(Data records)
----------------

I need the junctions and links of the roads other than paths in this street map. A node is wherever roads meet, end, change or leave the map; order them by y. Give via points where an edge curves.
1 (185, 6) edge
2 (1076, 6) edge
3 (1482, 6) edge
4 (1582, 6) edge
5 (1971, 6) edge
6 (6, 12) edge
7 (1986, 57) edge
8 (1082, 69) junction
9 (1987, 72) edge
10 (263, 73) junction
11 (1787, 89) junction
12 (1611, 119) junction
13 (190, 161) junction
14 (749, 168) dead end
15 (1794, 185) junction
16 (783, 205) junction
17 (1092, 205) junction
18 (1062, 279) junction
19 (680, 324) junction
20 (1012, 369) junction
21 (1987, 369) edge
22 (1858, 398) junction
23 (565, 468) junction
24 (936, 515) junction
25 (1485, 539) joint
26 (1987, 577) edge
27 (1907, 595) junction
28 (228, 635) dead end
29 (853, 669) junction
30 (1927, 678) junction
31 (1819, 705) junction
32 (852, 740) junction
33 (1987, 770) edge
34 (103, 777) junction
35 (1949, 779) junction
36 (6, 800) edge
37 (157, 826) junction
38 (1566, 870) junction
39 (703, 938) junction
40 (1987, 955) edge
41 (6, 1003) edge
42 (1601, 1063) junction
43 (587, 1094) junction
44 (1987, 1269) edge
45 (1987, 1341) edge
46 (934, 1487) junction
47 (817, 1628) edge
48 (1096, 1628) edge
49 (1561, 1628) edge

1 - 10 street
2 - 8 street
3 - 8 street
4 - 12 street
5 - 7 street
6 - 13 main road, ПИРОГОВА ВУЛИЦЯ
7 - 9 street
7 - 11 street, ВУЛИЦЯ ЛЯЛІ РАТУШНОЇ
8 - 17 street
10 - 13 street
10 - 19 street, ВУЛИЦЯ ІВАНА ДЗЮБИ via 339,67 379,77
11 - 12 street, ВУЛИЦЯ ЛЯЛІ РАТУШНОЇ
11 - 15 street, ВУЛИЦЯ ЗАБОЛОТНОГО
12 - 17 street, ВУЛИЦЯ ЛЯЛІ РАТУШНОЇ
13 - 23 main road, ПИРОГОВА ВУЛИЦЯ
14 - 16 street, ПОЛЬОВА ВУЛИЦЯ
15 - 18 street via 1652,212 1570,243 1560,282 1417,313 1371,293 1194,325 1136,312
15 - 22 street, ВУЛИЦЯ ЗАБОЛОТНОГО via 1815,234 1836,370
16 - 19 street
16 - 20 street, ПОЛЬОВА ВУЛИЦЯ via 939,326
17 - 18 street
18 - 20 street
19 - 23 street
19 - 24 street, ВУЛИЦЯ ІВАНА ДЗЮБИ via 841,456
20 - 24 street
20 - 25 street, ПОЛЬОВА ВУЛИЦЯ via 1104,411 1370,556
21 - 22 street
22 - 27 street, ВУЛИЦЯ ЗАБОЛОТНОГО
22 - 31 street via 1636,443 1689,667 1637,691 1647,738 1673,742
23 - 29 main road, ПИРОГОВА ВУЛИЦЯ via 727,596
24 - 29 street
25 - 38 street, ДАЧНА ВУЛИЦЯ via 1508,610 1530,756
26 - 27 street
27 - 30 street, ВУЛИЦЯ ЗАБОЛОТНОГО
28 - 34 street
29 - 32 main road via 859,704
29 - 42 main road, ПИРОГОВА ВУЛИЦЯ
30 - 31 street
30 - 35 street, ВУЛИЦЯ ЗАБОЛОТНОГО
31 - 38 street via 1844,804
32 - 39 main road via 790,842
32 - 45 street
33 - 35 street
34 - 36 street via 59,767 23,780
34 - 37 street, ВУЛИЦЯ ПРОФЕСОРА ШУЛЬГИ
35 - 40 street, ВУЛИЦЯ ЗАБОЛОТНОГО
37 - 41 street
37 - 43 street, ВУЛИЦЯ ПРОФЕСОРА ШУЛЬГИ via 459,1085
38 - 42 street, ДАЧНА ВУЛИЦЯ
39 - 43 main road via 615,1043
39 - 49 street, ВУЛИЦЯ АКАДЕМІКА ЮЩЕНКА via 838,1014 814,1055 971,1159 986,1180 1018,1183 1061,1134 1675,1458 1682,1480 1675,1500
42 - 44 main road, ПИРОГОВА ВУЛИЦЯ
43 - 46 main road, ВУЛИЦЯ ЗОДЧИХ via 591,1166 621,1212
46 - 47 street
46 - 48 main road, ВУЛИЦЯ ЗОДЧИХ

----------------

EXERCISE →
The entries listed above are to be output exactly. Leave none out.

ANSWER TO THE EXERCISE →
I need the junctions and links of the roads other than paths in this street map. A node is wherever roads meet, end, change or leave the map; order them by y. Give via points where an edge curves.
1 (185, 6) edge
2 (1076, 6) edge
3 (1482, 6) edge
4 (1582, 6) edge
5 (1971, 6) edge
6 (6, 12) edge
7 (1986, 57) edge
8 (1082, 69) junction
9 (1987, 72) edge
10 (263, 73) junction
11 (1787, 89) junction
12 (1611, 119) junction
13 (190, 161) junction
14 (749, 168) dead end
15 (1794, 185) junction
16 (783, 205) junction
17 (1092, 205) junction
18 (1062, 279) junction
19 (680, 324) junction
20 (1012, 369) junction
21 (1987, 369) edge
22 (1858, 398) junction
23 (565, 468) junction
24 (936, 515) junction
25 (1485, 539) joint
26 (1987, 577) edge
27 (1907, 595) junction
28 (228, 635) dead end
29 (853, 669) junction
30 (1927, 678) junction
31 (1819, 705) junction
32 (852, 740) junction
33 (1987, 770) edge
34 (103, 777) junction
35 (1949, 779) junction
36 (6, 800) edge
37 (157, 826) junction
38 (1566, 870) junction
39 (703, 938) junction
40 (1987, 955) edge
41 (6, 1003) edge
42 (1601, 1063) junction
43 (587, 1094) junction
44 (1987, 1269) edge
45 (1987, 1341) edge
46 (934, 1487) junction
47 (817, 1628) edge
48 (1096, 1628) edge
49 (1561, 1628) edge

1 - 10 street
2 - 8 street
3 - 8 street
4 - 12 street
5 - 7 street
6 - 13 main road, ПИРОГОВА ВУЛИЦЯ
7 - 9 street
7 - 11 street, ВУЛИЦЯ ЛЯЛІ РАТУШНОЇ
8 - 17 street
10 - 13 street
10 - 19 street, ВУЛИЦЯ ІВАНА ДЗЮБИ via 339,67 379,77
11 - 12 street, ВУЛИЦЯ ЛЯЛІ РАТУШНОЇ
11 - 15 street, ВУЛИЦЯ ЗАБОЛОТНОГО
12 - 17 street, ВУЛИЦЯ ЛЯЛІ РАТУШНОЇ
13 - 23 main road, ПИРОГОВА ВУЛИЦЯ
14 - 16 street, ПОЛЬОВА ВУЛИЦЯ
15 - 18 street via 1652,212 1570,243 1560,282 1417,313 1371,293 1194,325 1136,312
15 - 22 street, ВУЛИЦЯ ЗАБОЛОТНОГО via 1815,234 1836,370
16 - 19 street
16 - 20 street, ПОЛЬОВА ВУЛИЦЯ via 939,326
17 - 18 street
18 - 20 street
19 - 23 street
19 - 24 street, ВУЛИЦЯ ІВАНА ДЗЮБИ via 841,456
20 - 24 street
20 - 25 street, ПОЛЬОВА ВУЛИЦЯ via 1104,411 1370,556
21 - 22 street
22 - 27 street, ВУЛИЦЯ ЗАБОЛОТНОГО
22 - 31 street via 1636,443 1689,667 1637,691 1647,738 1673,742
23 - 29 main road, ПИРОГОВА ВУЛИЦЯ via 727,596
24 - 29 street
25 - 38 street, ДАЧНА ВУЛИЦЯ via 1508,610 1530,756
26 - 27 street
27 - 30 street, ВУЛИЦЯ ЗАБОЛОТНОГО
28 - 34 street
29 - 32 main road via 859,704
29 - 42 main road, ПИРОГОВА ВУЛИЦЯ
30 - 31 street
30 - 35 street, ВУЛИЦЯ ЗАБОЛОТНОГО
31 - 38 street via 1844,804
32 - 39 main road via 790,842
32 - 45 street
33 - 35 street
34 - 36 street via 59,767 23,780
34 - 37 street, ВУЛИЦЯ ПРОФЕСОРА ШУЛЬГИ
35 - 40 street, ВУЛИЦЯ ЗАБОЛОТНОГО
37 - 41 street
37 - 43 street, ВУЛИЦЯ ПРОФЕСОРА ШУЛЬГИ via 459,1085
38 - 42 street, ДАЧНА ВУЛИЦЯ
39 - 43 main road via 615,1043
39 - 49 street, ВУЛИЦЯ АКАДЕМІКА ЮЩЕНКА via 838,1014 814,1055 971,1159 986,1180 1018,1183 1061,1134 1675,1458 1682,1480 1675,1500
42 - 44 main road, ПИРОГОВА ВУЛИЦЯ
43 - 46 main road, ВУЛИЦЯ ЗОДЧИХ via 591,1166 621,1212
46 - 47 street
46 - 48 main road, ВУЛИЦЯ ЗОДЧИХ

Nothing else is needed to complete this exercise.